**Exercise instructions:**
Please go line by line through the material and copy each one containing the word "Right".

>>>>>

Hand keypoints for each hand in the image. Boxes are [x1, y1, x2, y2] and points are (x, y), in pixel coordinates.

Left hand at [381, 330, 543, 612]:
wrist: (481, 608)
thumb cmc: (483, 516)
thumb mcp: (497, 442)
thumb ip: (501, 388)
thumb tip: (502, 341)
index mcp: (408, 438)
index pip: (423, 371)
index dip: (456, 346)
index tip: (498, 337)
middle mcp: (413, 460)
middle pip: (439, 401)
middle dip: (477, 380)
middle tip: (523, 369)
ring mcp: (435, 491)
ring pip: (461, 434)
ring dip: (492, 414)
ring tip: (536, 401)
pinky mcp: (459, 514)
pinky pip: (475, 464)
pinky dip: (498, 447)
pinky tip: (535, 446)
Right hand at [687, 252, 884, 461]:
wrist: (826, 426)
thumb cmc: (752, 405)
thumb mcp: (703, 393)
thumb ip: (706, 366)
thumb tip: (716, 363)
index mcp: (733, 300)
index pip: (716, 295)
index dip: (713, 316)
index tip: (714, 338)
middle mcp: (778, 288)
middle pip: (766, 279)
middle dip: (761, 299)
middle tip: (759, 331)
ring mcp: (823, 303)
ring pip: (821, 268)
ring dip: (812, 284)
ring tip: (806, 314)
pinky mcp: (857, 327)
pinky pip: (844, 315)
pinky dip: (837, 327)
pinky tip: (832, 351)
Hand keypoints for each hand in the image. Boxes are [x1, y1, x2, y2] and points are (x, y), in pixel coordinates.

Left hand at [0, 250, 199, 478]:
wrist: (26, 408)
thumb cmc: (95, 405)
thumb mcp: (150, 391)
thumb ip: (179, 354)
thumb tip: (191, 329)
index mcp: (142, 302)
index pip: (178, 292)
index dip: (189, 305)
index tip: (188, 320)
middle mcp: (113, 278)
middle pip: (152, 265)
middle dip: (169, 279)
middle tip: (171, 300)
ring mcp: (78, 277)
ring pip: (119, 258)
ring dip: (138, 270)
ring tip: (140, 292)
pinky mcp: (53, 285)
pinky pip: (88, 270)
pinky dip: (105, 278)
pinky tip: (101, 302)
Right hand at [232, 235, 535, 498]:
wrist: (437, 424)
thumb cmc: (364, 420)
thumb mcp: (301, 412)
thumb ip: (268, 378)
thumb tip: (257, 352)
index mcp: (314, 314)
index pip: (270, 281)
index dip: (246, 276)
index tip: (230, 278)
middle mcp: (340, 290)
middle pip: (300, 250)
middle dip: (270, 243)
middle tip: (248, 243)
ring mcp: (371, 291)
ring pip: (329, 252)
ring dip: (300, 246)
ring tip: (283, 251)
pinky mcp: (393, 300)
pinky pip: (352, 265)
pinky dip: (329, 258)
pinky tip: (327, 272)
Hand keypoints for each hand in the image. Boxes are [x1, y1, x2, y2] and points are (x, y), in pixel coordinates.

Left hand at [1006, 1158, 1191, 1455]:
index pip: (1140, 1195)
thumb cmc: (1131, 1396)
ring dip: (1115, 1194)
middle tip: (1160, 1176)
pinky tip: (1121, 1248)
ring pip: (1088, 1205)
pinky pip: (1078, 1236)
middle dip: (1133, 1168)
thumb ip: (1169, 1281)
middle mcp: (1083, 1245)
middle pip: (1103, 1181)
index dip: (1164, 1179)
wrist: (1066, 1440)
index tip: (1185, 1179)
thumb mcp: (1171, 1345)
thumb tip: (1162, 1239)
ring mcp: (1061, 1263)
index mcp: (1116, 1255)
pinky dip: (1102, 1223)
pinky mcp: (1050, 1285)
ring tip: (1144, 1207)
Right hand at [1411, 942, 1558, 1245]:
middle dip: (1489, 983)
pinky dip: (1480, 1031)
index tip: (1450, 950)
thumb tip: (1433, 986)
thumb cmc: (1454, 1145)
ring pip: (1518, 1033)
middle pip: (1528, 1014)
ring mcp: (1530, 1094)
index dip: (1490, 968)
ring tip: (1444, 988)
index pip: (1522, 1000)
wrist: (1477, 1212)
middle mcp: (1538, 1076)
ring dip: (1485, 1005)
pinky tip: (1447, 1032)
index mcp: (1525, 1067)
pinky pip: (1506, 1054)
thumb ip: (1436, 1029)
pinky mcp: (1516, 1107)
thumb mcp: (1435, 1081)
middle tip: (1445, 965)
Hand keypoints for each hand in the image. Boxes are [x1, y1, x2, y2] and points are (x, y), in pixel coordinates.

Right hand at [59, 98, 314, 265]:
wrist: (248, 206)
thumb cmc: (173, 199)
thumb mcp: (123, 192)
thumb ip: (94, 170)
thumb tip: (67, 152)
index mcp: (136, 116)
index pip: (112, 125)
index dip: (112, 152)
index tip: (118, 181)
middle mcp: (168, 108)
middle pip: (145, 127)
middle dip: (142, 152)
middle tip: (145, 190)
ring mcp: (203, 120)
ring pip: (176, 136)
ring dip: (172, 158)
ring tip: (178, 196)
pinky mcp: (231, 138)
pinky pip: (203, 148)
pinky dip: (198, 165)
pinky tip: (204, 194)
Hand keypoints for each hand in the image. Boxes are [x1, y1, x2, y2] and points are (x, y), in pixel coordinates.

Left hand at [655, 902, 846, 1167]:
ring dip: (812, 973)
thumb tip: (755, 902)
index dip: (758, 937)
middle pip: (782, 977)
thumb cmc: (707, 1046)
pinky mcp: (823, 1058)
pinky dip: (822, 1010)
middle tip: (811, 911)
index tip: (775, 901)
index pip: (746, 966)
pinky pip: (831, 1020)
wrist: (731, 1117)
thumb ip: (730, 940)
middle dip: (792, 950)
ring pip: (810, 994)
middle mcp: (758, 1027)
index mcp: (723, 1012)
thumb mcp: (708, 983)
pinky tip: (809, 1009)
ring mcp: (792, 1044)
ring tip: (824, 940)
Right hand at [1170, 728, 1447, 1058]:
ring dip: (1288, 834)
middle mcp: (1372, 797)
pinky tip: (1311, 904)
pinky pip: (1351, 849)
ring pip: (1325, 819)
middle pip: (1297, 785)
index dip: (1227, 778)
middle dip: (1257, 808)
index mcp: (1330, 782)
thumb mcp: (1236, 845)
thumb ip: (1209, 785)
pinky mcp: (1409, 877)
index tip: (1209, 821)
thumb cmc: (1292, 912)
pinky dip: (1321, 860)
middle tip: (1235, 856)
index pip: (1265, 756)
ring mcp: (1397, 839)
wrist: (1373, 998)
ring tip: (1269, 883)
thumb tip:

<<<<<

**Solution to the exercise:**
Right hand at [687, 252, 884, 461]:
Right hand at [232, 235, 535, 498]:
Right hand at [1411, 942, 1558, 1245]:
Right hand at [59, 98, 314, 265]:
Right hand at [1170, 728, 1447, 1058]:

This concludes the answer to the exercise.